◆ Directions ◆
When a picture appears in the listing, leave it out and copy the rest exactly as it stands.

◆ Material for the task ◆
- - -
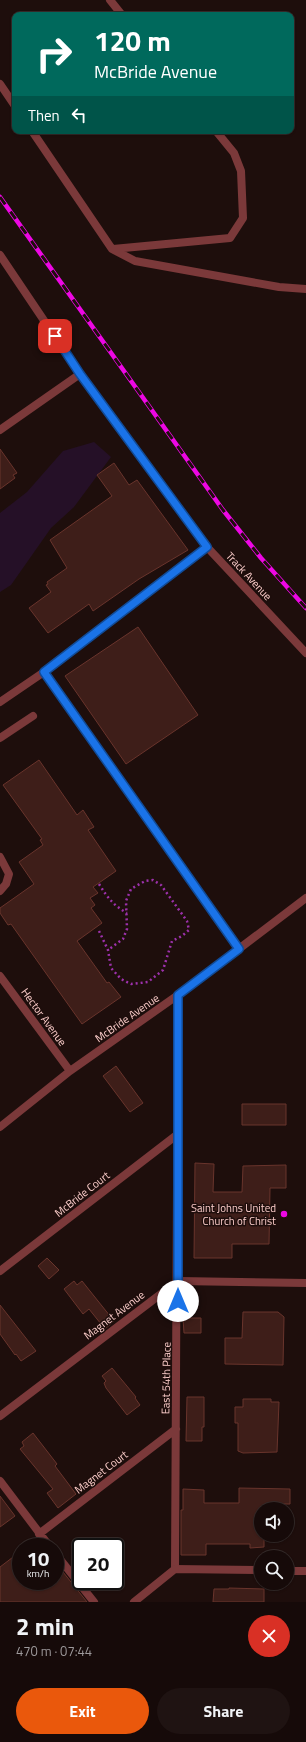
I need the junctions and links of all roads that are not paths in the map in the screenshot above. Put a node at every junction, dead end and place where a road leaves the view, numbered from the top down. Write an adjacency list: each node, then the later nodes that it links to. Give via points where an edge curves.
1 (110, 0): 2 (street)
2 (120, 12)
3 (0, 84): 4 (street)
4 (12, 102)
5 (34, 134): 7 (street)
6 (218, 134): 7 (street, via 234,153 241,171 243,218 230,238)
7 (112, 249): 9 (street, via 134,261 279,287)
8 (1, 259): 10 (street, Track Avenue)
9 (306, 289)
10 (80, 374): 11 (street); 12 (street, Track Avenue)
11 (0, 430)
12 (207, 547): 13 (street, Track Avenue); 14 (street)
13 (306, 652)
14 (44, 672): 15 (street); 21 (street)
15 (0, 702)
16 (33, 716): 17 (street)
17 (0, 738)
18 (0, 857): 19 (street, via 9,874 6,884)
19 (0, 891)
20 (306, 898): 21 (street, McBride Avenue)
21 (239, 949): 23 (street, McBride Avenue)
22 (0, 976): 24 (street, Hector Avenue)
23 (178, 995): 24 (street, McBride Avenue); 26 (street, East 54th Place)
24 (70, 1071): 25 (street, McBride Avenue)
25 (0, 1127)
26 (178, 1134): 27 (street, McBride Court); 28 (street, East 54th Place)
27 (0, 1271)
28 (178, 1280): 29 (street); 30 (street, Magnet Avenue); 31 (street, East 54th Place)
29 (306, 1283)
30 (0, 1416)
31 (176, 1429): 33 (street, Magnet Court); 36 (street, East 54th Place)
32 (0, 1481): 33 (street)
33 (40, 1534): 34 (street)
34 (43, 1538)
35 (64, 1564): 40 (street)
36 (175, 1569): 37 (street); 41 (street)
37 (254, 1570)
38 (294, 1571): 39 (street)
39 (306, 1571)
40 (94, 1602)
41 (134, 1602)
- - -
◆ Finished task ◆
I need the junctions and links of all roads that are not paths in the map in the screenshot above. Put a node at every junction, dead end and place where a road leaves the view, numbered from the top down. Write an adjacency list: each node, then the later nodes that it links to. Give via points where an edge curves.
1 (110, 0): 2 (street)
2 (120, 12)
3 (0, 84): 4 (street)
4 (12, 102)
5 (34, 134): 7 (street)
6 (218, 134): 7 (street, via 234,153 241,171 243,218 230,238)
7 (112, 249): 9 (street, via 134,261 279,287)
8 (1, 259): 10 (street, Track Avenue)
9 (306, 289)
10 (80, 374): 11 (street); 12 (street, Track Avenue)
11 (0, 430)
12 (207, 547): 13 (street, Track Avenue); 14 (street)
13 (306, 652)
14 (44, 672): 15 (street); 21 (street)
15 (0, 702)
16 (33, 716): 17 (street)
17 (0, 738)
18 (0, 857): 19 (street, via 9,874 6,884)
19 (0, 891)
20 (306, 898): 21 (street, McBride Avenue)
21 (239, 949): 23 (street, McBride Avenue)
22 (0, 976): 24 (street, Hector Avenue)
23 (178, 995): 24 (street, McBride Avenue); 26 (street, East 54th Place)
24 (70, 1071): 25 (street, McBride Avenue)
25 (0, 1127)
26 (178, 1134): 27 (street, McBride Court); 28 (street, East 54th Place)
27 (0, 1271)
28 (178, 1280): 29 (street); 30 (street, Magnet Avenue); 31 (street, East 54th Place)
29 (306, 1283)
30 (0, 1416)
31 (176, 1429): 33 (street, Magnet Court); 36 (street, East 54th Place)
32 (0, 1481): 33 (street)
33 (40, 1534): 34 (street)
34 (43, 1538)
35 (64, 1564): 40 (street)
36 (175, 1569): 37 (street); 41 (street)
37 (254, 1570)
38 (294, 1571): 39 (street)
39 (306, 1571)
40 (94, 1602)
41 (134, 1602)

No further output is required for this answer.